Below are the records. State how many of their lines contain "dead", with nothing else.

Saved entries:

------------------------------------------------------------

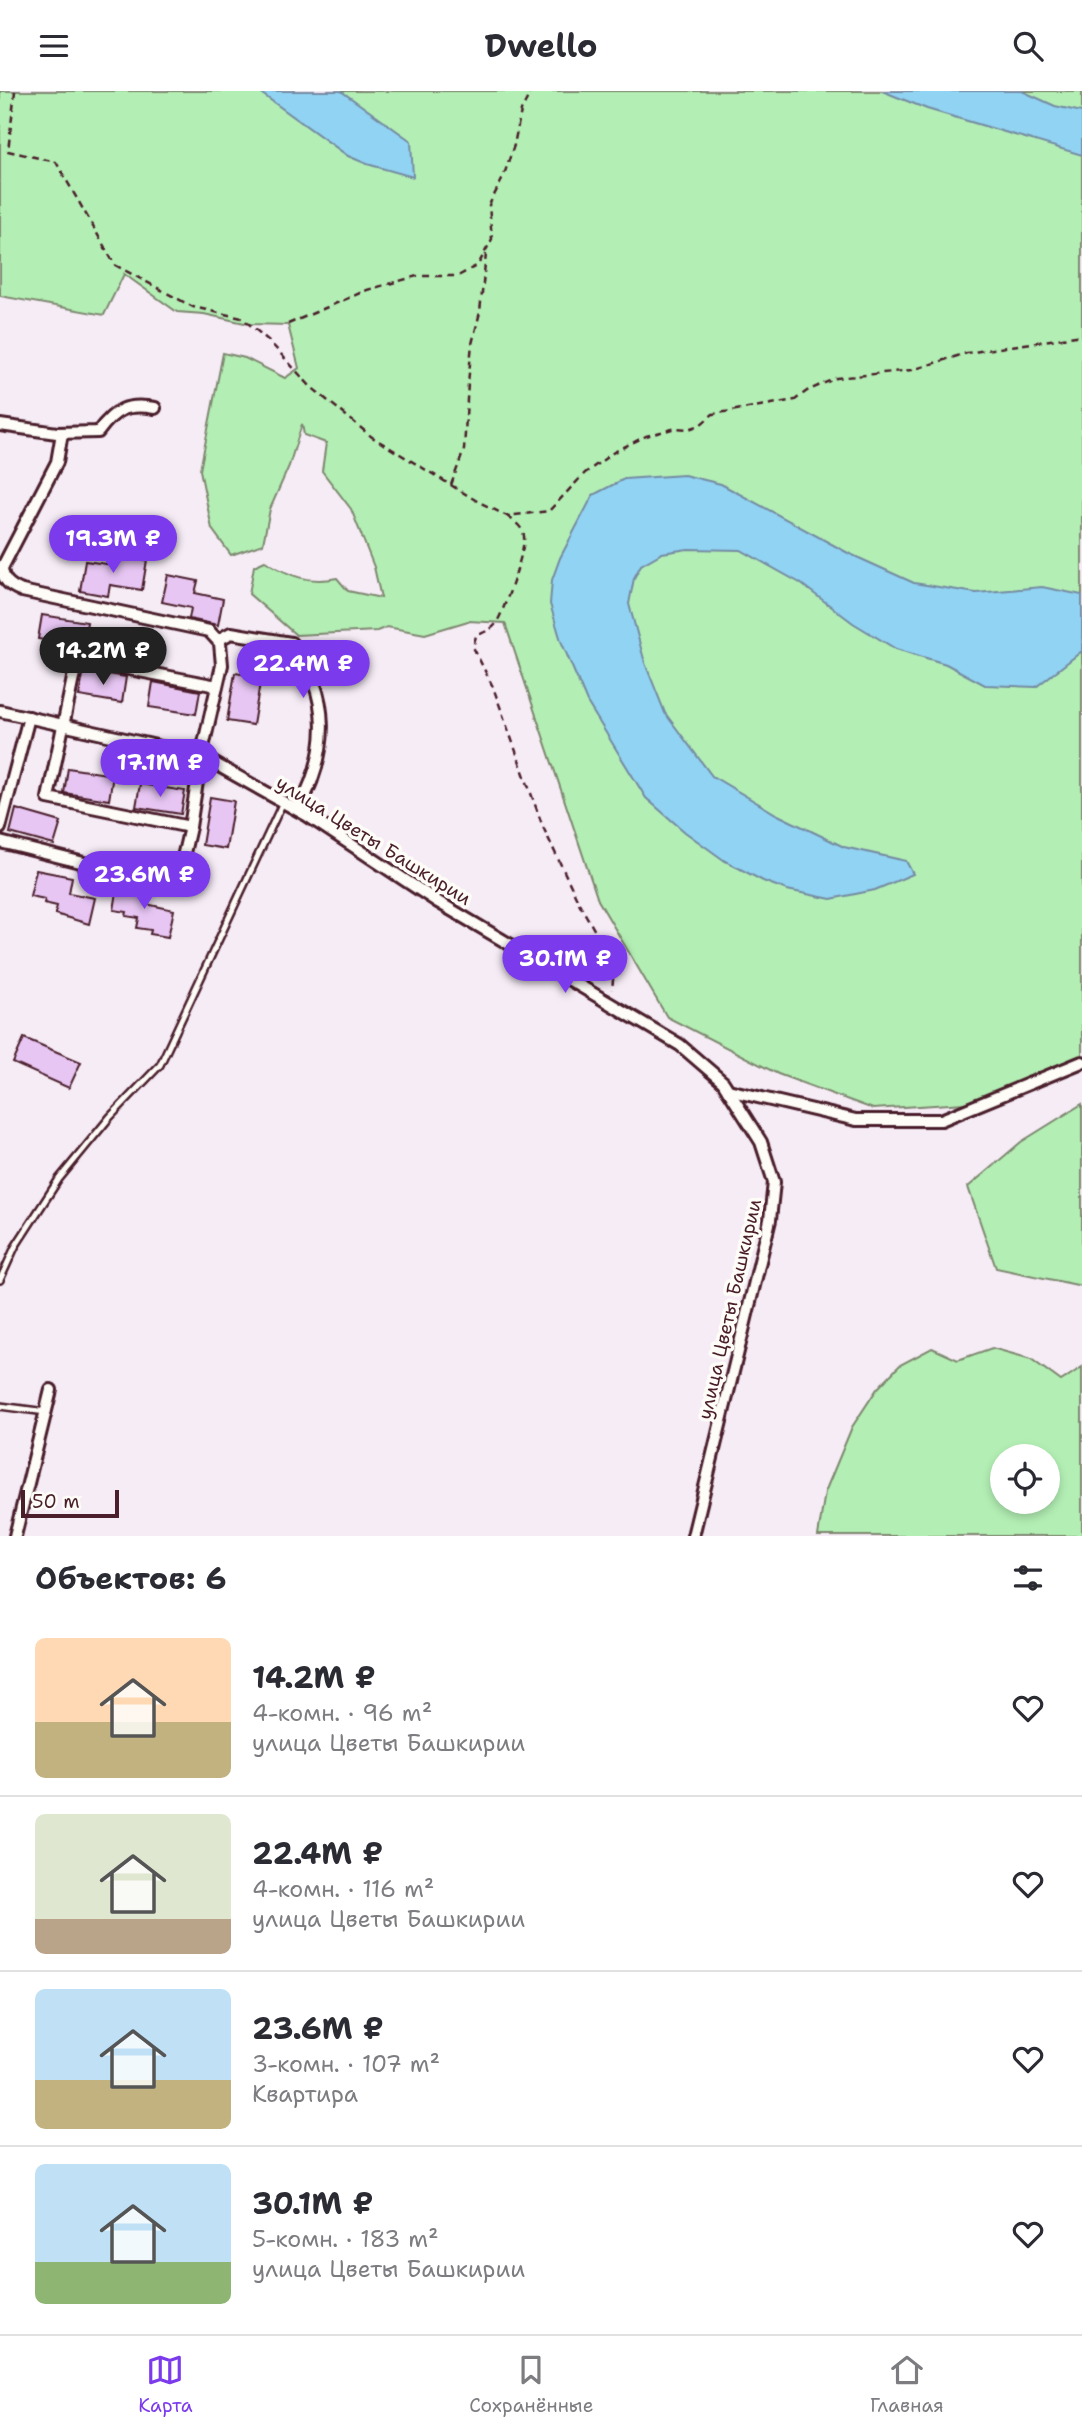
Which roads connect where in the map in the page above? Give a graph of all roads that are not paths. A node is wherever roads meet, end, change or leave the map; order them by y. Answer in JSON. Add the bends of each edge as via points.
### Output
{"nodes":[{"id":1,"x":155,"y":408,"type":"dead end"},
{"id":2,"x":0,"y":425,"type":"edge"},
{"id":3,"x":62,"y":433,"type":"junction"},
{"id":4,"x":218,"y":640,"type":"junction"},
{"id":5,"x":217,"y":686,"type":"junction"},
{"id":6,"x":0,"y":711,"type":"edge"},
{"id":7,"x":29,"y":717,"type":"junction"},
{"id":8,"x":63,"y":725,"type":"junction"},
{"id":9,"x":201,"y":756,"type":"junction"},
{"id":10,"x":283,"y":802,"type":"junction"},
{"id":11,"x":298,"y":810,"type":"junction"},
{"id":12,"x":190,"y":827,"type":"junction"},
{"id":13,"x":0,"y":828,"type":"edge"},
{"id":14,"x":0,"y":842,"type":"edge"},
{"id":15,"x":1082,"y":1062,"type":"edge"},
{"id":16,"x":728,"y":1090,"type":"junction"},
{"id":17,"x":0,"y":1280,"type":"edge"},
{"id":18,"x":51,"y":1390,"type":"dead end"},
{"id":19,"x":0,"y":1406,"type":"edge"},
{"id":20,"x":46,"y":1412,"type":"junction"},
{"id":21,"x":15,"y":1536,"type":"edge"},
{"id":22,"x":693,"y":1536,"type":"edge"}],
"edges":[{"from":1,"to":3,"type":"street","via":[[124,408],[98,432]]},
{"from":2,"to":3,"type":"street"},
{"from":3,"to":4,"type":"street","via":[[57,463],[2,568],[7,582],[22,591],[209,631]]},
{"from":4,"to":5,"type":"street","via":[[222,652]]},
{"from":4,"to":11,"type":"street","via":[[231,633],[291,643],[306,662],[317,686],[323,730],[319,755]]},
{"from":5,"to":8,"type":"street","via":[[77,659]]},
{"from":5,"to":9,"type":"street"},
{"from":6,"to":7,"type":"street","name":"улица Цветы Башкирии"},
{"from":7,"to":8,"type":"street","name":"улица Цветы Башкирии"},
{"from":7,"to":13,"type":"street"},
{"from":8,"to":9,"type":"street","name":"улица Цветы Башкирии"},
{"from":8,"to":12,"type":"street","via":[[48,798]]},
{"from":9,"to":10,"type":"street","name":"улица Цветы Башкирии"},
{"from":9,"to":12,"type":"street"},
{"from":10,"to":11,"type":"street","name":"улица Цветы Башкирии"},
{"from":10,"to":17,"type":"lane","via":[[160,1065],[59,1179],[15,1247]]},
{"from":11,"to":16,"type":"street","name":"улица Цветы Башкирии","via":[[438,902],[680,1045]]},
{"from":12,"to":14,"type":"street","via":[[177,883]]},
{"from":15,"to":16,"type":"street","via":[[941,1120],[856,1120]]},
{"from":16,"to":22,"type":"street","name":"улица Цветы Башкирии","via":[[761,1142],[774,1182],[770,1220]]},
{"from":18,"to":20,"type":"street"},
{"from":19,"to":20,"type":"lane"},
{"from":20,"to":21,"type":"street"}]}
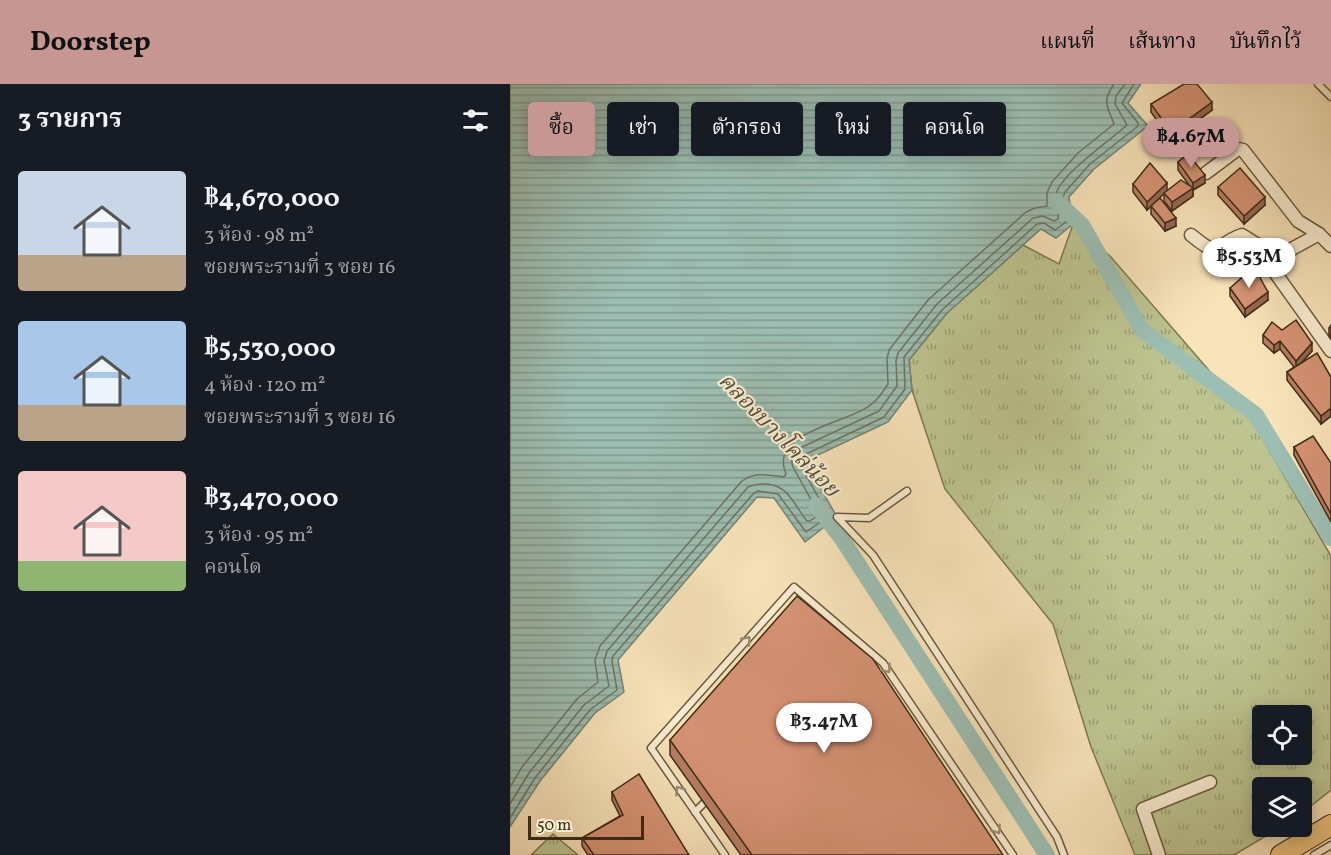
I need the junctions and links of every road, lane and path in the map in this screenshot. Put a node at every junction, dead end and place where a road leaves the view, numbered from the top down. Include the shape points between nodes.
1 (1318, 84) edge
2 (1331, 97) edge
3 (1206, 173) edge
4 (1319, 234) junction
5 (1191, 235) dead end
6 (1331, 246) edge
7 (1277, 257) junction
8 (1331, 351) edge
9 (907, 491) dead end
10 (1210, 782) dead end
11 (968, 788) junction
12 (961, 793) edge
13 (712, 794) edge
14 (695, 812) junction
15 (1331, 825) edge
16 (1331, 845) edge
17 (724, 855) edge
18 (1013, 855) edge
19 (1064, 855) edge
20 (1159, 855) edge
21 (1281, 855) edge
22 (1314, 855) edge

1 - 2 lane
3 - 4 street via 1238,148 1243,150 1298,221
4 - 6 street
4 - 7 street
5 - 7 street via 1215,250 1242,235
7 - 8 street via 1269,264
9 - 19 lane via 869,518 837,517 873,555 1057,837
10 - 20 street via 1143,809
11 - 12 lane
14 -> 11 lane via 651,748 794,588 883,663
11 -> 18 lane
13 - 14 lane
14 - 17 lane
15 - 21 main road
16 - 22 lane

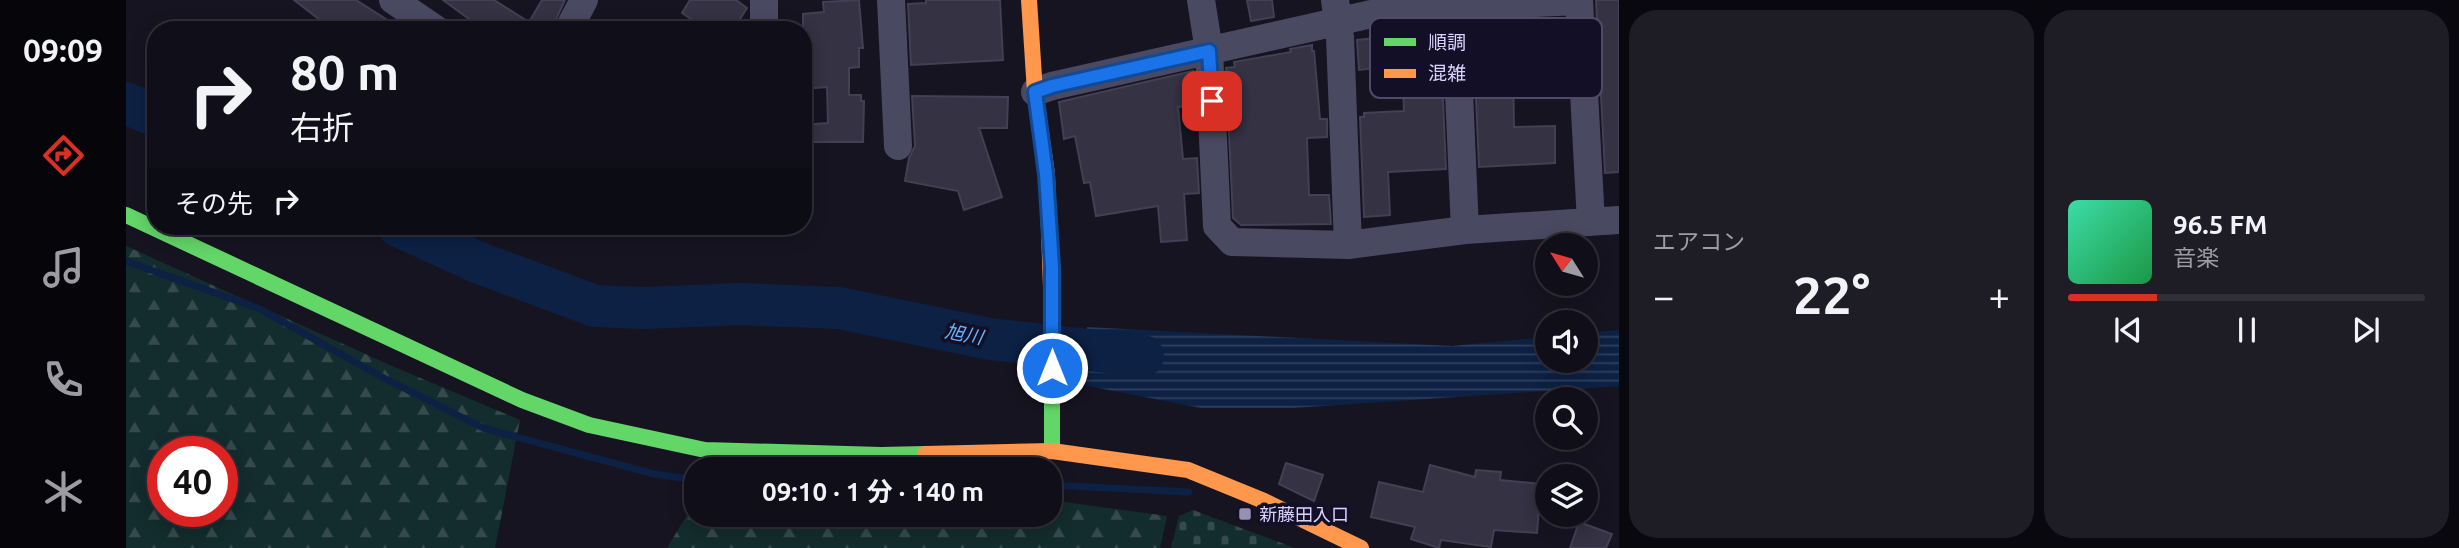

------------------------------------------------------------

Problem solution:
6